— What to work on —
Output all of the data below exactly as given.

— Material for this exercise —
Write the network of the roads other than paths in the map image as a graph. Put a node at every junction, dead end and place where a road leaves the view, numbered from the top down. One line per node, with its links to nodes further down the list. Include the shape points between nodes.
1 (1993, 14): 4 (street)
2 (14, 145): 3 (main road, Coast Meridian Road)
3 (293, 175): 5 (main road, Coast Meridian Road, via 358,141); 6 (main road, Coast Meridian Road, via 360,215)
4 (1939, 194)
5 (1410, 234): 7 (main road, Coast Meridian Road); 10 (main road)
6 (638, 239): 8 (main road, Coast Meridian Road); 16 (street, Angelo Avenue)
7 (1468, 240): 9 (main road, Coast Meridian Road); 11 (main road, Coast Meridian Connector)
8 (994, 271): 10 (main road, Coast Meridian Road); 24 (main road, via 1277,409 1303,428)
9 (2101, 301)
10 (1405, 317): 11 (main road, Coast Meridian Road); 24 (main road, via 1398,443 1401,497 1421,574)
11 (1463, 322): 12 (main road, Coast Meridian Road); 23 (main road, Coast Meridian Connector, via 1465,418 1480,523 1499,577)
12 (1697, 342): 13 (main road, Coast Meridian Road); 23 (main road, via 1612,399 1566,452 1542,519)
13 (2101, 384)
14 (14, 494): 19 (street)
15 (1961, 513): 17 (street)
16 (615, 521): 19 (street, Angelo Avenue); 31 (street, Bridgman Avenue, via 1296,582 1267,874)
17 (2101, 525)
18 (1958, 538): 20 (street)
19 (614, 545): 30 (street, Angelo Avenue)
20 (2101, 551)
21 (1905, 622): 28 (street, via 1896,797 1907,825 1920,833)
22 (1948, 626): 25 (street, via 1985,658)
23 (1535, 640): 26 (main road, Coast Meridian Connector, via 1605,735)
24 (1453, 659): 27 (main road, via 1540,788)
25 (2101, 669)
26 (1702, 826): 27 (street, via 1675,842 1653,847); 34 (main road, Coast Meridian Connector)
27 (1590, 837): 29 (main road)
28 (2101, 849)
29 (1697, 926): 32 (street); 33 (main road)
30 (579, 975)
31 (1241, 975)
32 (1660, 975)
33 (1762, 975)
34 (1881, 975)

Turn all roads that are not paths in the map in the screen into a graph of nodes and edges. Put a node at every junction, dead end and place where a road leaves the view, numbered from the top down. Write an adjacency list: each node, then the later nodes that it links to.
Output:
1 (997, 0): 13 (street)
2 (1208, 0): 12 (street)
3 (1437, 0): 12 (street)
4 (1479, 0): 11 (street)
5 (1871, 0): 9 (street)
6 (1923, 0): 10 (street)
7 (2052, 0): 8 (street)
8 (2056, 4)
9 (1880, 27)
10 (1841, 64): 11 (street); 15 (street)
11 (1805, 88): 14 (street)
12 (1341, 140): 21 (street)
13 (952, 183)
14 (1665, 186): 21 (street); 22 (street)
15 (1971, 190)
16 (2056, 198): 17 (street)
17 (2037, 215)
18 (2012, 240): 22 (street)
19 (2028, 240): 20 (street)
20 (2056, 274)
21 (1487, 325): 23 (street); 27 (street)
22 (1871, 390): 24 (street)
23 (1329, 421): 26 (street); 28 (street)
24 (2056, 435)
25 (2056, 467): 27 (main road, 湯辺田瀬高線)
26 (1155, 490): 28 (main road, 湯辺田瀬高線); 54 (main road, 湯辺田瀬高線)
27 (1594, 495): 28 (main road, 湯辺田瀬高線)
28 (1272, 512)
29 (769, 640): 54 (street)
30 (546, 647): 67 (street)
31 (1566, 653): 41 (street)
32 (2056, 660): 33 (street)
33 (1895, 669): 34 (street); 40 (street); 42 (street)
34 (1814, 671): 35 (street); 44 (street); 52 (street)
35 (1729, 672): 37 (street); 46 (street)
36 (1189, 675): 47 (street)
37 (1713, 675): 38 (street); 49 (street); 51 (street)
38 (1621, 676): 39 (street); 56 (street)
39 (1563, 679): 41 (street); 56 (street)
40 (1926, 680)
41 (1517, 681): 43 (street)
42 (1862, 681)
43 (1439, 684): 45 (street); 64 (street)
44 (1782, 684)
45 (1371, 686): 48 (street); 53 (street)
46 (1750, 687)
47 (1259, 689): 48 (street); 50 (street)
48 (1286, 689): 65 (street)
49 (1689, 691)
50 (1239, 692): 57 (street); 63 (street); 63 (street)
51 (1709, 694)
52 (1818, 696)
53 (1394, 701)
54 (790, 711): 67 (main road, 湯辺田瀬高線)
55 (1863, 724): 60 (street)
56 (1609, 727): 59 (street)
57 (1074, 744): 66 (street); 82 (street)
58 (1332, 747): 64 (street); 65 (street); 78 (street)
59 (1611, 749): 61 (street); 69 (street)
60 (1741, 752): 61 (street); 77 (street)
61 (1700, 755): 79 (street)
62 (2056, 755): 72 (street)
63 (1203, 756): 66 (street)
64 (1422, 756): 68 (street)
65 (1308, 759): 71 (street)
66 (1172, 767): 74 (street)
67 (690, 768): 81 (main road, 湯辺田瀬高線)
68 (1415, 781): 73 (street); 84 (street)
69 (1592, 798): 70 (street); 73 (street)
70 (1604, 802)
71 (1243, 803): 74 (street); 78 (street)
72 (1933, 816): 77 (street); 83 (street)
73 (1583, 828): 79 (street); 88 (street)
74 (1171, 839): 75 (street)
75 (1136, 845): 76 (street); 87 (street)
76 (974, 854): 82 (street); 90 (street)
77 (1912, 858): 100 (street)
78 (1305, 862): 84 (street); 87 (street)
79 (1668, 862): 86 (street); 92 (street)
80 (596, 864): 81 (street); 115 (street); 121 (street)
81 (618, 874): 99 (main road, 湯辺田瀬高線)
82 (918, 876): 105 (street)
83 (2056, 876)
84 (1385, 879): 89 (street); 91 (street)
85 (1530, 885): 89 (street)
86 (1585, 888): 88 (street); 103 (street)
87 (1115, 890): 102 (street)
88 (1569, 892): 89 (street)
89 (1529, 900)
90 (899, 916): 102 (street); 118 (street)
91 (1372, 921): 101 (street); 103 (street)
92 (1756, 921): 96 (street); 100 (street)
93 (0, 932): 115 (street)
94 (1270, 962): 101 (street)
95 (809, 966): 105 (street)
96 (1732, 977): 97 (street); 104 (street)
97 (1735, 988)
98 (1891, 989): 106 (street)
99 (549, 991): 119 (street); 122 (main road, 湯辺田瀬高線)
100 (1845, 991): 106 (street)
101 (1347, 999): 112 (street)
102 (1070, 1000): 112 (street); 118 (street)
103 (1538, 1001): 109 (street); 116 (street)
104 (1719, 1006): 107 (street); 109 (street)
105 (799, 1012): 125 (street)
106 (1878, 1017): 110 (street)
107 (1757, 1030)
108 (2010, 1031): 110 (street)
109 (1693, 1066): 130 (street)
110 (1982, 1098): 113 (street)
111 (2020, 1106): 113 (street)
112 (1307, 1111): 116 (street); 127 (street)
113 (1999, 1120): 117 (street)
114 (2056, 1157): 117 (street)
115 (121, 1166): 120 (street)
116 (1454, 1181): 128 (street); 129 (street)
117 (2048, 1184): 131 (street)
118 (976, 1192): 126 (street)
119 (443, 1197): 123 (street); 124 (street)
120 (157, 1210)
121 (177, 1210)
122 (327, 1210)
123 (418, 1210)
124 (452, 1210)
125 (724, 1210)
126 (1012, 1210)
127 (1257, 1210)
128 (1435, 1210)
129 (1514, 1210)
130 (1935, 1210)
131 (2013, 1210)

— Answer section —
Write the network of the roads other than paths in the map image as a graph. Put a node at every junction, dead end and place where a road leaves the view, numbered from the top down. One line per node, with its links to nodes further down the list. Include the shape points between nodes.
1 (1993, 14): 4 (street)
2 (14, 145): 3 (main road, Coast Meridian Road)
3 (293, 175): 5 (main road, Coast Meridian Road, via 358,141); 6 (main road, Coast Meridian Road, via 360,215)
4 (1939, 194)
5 (1410, 234): 7 (main road, Coast Meridian Road); 10 (main road)
6 (638, 239): 8 (main road, Coast Meridian Road); 16 (street, Angelo Avenue)
7 (1468, 240): 9 (main road, Coast Meridian Road); 11 (main road, Coast Meridian Connector)
8 (994, 271): 10 (main road, Coast Meridian Road); 24 (main road, via 1277,409 1303,428)
9 (2101, 301)
10 (1405, 317): 11 (main road, Coast Meridian Road); 24 (main road, via 1398,443 1401,497 1421,574)
11 (1463, 322): 12 (main road, Coast Meridian Road); 23 (main road, Coast Meridian Connector, via 1465,418 1480,523 1499,577)
12 (1697, 342): 13 (main road, Coast Meridian Road); 23 (main road, via 1612,399 1566,452 1542,519)
13 (2101, 384)
14 (14, 494): 19 (street)
15 (1961, 513): 17 (street)
16 (615, 521): 19 (street, Angelo Avenue); 31 (street, Bridgman Avenue, via 1296,582 1267,874)
17 (2101, 525)
18 (1958, 538): 20 (street)
19 (614, 545): 30 (street, Angelo Avenue)
20 (2101, 551)
21 (1905, 622): 28 (street, via 1896,797 1907,825 1920,833)
22 (1948, 626): 25 (street, via 1985,658)
23 (1535, 640): 26 (main road, Coast Meridian Connector, via 1605,735)
24 (1453, 659): 27 (main road, via 1540,788)
25 (2101, 669)
26 (1702, 826): 27 (street, via 1675,842 1653,847); 34 (main road, Coast Meridian Connector)
27 (1590, 837): 29 (main road)
28 (2101, 849)
29 (1697, 926): 32 (street); 33 (main road)
30 (579, 975)
31 (1241, 975)
32 (1660, 975)
33 (1762, 975)
34 (1881, 975)

Turn all roads that are not paths in the map in the screen into a graph of nodes and edges. Put a node at every junction, dead end and place where a road leaves the view, numbered from the top down. Write an adjacency list: each node, then the later nodes that it links to.
Output:
1 (997, 0): 13 (street)
2 (1208, 0): 12 (street)
3 (1437, 0): 12 (street)
4 (1479, 0): 11 (street)
5 (1871, 0): 9 (street)
6 (1923, 0): 10 (street)
7 (2052, 0): 8 (street)
8 (2056, 4)
9 (1880, 27)
10 (1841, 64): 11 (street); 15 (street)
11 (1805, 88): 14 (street)
12 (1341, 140): 21 (street)
13 (952, 183)
14 (1665, 186): 21 (street); 22 (street)
15 (1971, 190)
16 (2056, 198): 17 (street)
17 (2037, 215)
18 (2012, 240): 22 (street)
19 (2028, 240): 20 (street)
20 (2056, 274)
21 (1487, 325): 23 (street); 27 (street)
22 (1871, 390): 24 (street)
23 (1329, 421): 26 (street); 28 (street)
24 (2056, 435)
25 (2056, 467): 27 (main road, 湯辺田瀬高線)
26 (1155, 490): 28 (main road, 湯辺田瀬高線); 54 (main road, 湯辺田瀬高線)
27 (1594, 495): 28 (main road, 湯辺田瀬高線)
28 (1272, 512)
29 (769, 640): 54 (street)
30 (546, 647): 67 (street)
31 (1566, 653): 41 (street)
32 (2056, 660): 33 (street)
33 (1895, 669): 34 (street); 40 (street); 42 (street)
34 (1814, 671): 35 (street); 44 (street); 52 (street)
35 (1729, 672): 37 (street); 46 (street)
36 (1189, 675): 47 (street)
37 (1713, 675): 38 (street); 49 (street); 51 (street)
38 (1621, 676): 39 (street); 56 (street)
39 (1563, 679): 41 (street); 56 (street)
40 (1926, 680)
41 (1517, 681): 43 (street)
42 (1862, 681)
43 (1439, 684): 45 (street); 64 (street)
44 (1782, 684)
45 (1371, 686): 48 (street); 53 (street)
46 (1750, 687)
47 (1259, 689): 48 (street); 50 (street)
48 (1286, 689): 65 (street)
49 (1689, 691)
50 (1239, 692): 57 (street); 63 (street); 63 (street)
51 (1709, 694)
52 (1818, 696)
53 (1394, 701)
54 (790, 711): 67 (main road, 湯辺田瀬高線)
55 (1863, 724): 60 (street)
56 (1609, 727): 59 (street)
57 (1074, 744): 66 (street); 82 (street)
58 (1332, 747): 64 (street); 65 (street); 78 (street)
59 (1611, 749): 61 (street); 69 (street)
60 (1741, 752): 61 (street); 77 (street)
61 (1700, 755): 79 (street)
62 (2056, 755): 72 (street)
63 (1203, 756): 66 (street)
64 (1422, 756): 68 (street)
65 (1308, 759): 71 (street)
66 (1172, 767): 74 (street)
67 (690, 768): 81 (main road, 湯辺田瀬高線)
68 (1415, 781): 73 (street); 84 (street)
69 (1592, 798): 70 (street); 73 (street)
70 (1604, 802)
71 (1243, 803): 74 (street); 78 (street)
72 (1933, 816): 77 (street); 83 (street)
73 (1583, 828): 79 (street); 88 (street)
74 (1171, 839): 75 (street)
75 (1136, 845): 76 (street); 87 (street)
76 (974, 854): 82 (street); 90 (street)
77 (1912, 858): 100 (street)
78 (1305, 862): 84 (street); 87 (street)
79 (1668, 862): 86 (street); 92 (street)
80 (596, 864): 81 (street); 115 (street); 121 (street)
81 (618, 874): 99 (main road, 湯辺田瀬高線)
82 (918, 876): 105 (street)
83 (2056, 876)
84 (1385, 879): 89 (street); 91 (street)
85 (1530, 885): 89 (street)
86 (1585, 888): 88 (street); 103 (street)
87 (1115, 890): 102 (street)
88 (1569, 892): 89 (street)
89 (1529, 900)
90 (899, 916): 102 (street); 118 (street)
91 (1372, 921): 101 (street); 103 (street)
92 (1756, 921): 96 (street); 100 (street)
93 (0, 932): 115 (street)
94 (1270, 962): 101 (street)
95 (809, 966): 105 (street)
96 (1732, 977): 97 (street); 104 (street)
97 (1735, 988)
98 (1891, 989): 106 (street)
99 (549, 991): 119 (street); 122 (main road, 湯辺田瀬高線)
100 (1845, 991): 106 (street)
101 (1347, 999): 112 (street)
102 (1070, 1000): 112 (street); 118 (street)
103 (1538, 1001): 109 (street); 116 (street)
104 (1719, 1006): 107 (street); 109 (street)
105 (799, 1012): 125 (street)
106 (1878, 1017): 110 (street)
107 (1757, 1030)
108 (2010, 1031): 110 (street)
109 (1693, 1066): 130 (street)
110 (1982, 1098): 113 (street)
111 (2020, 1106): 113 (street)
112 (1307, 1111): 116 (street); 127 (street)
113 (1999, 1120): 117 (street)
114 (2056, 1157): 117 (street)
115 (121, 1166): 120 (street)
116 (1454, 1181): 128 (street); 129 (street)
117 (2048, 1184): 131 (street)
118 (976, 1192): 126 (street)
119 (443, 1197): 123 (street); 124 (street)
120 (157, 1210)
121 (177, 1210)
122 (327, 1210)
123 (418, 1210)
124 (452, 1210)
125 (724, 1210)
126 (1012, 1210)
127 (1257, 1210)
128 (1435, 1210)
129 (1514, 1210)
130 (1935, 1210)
131 (2013, 1210)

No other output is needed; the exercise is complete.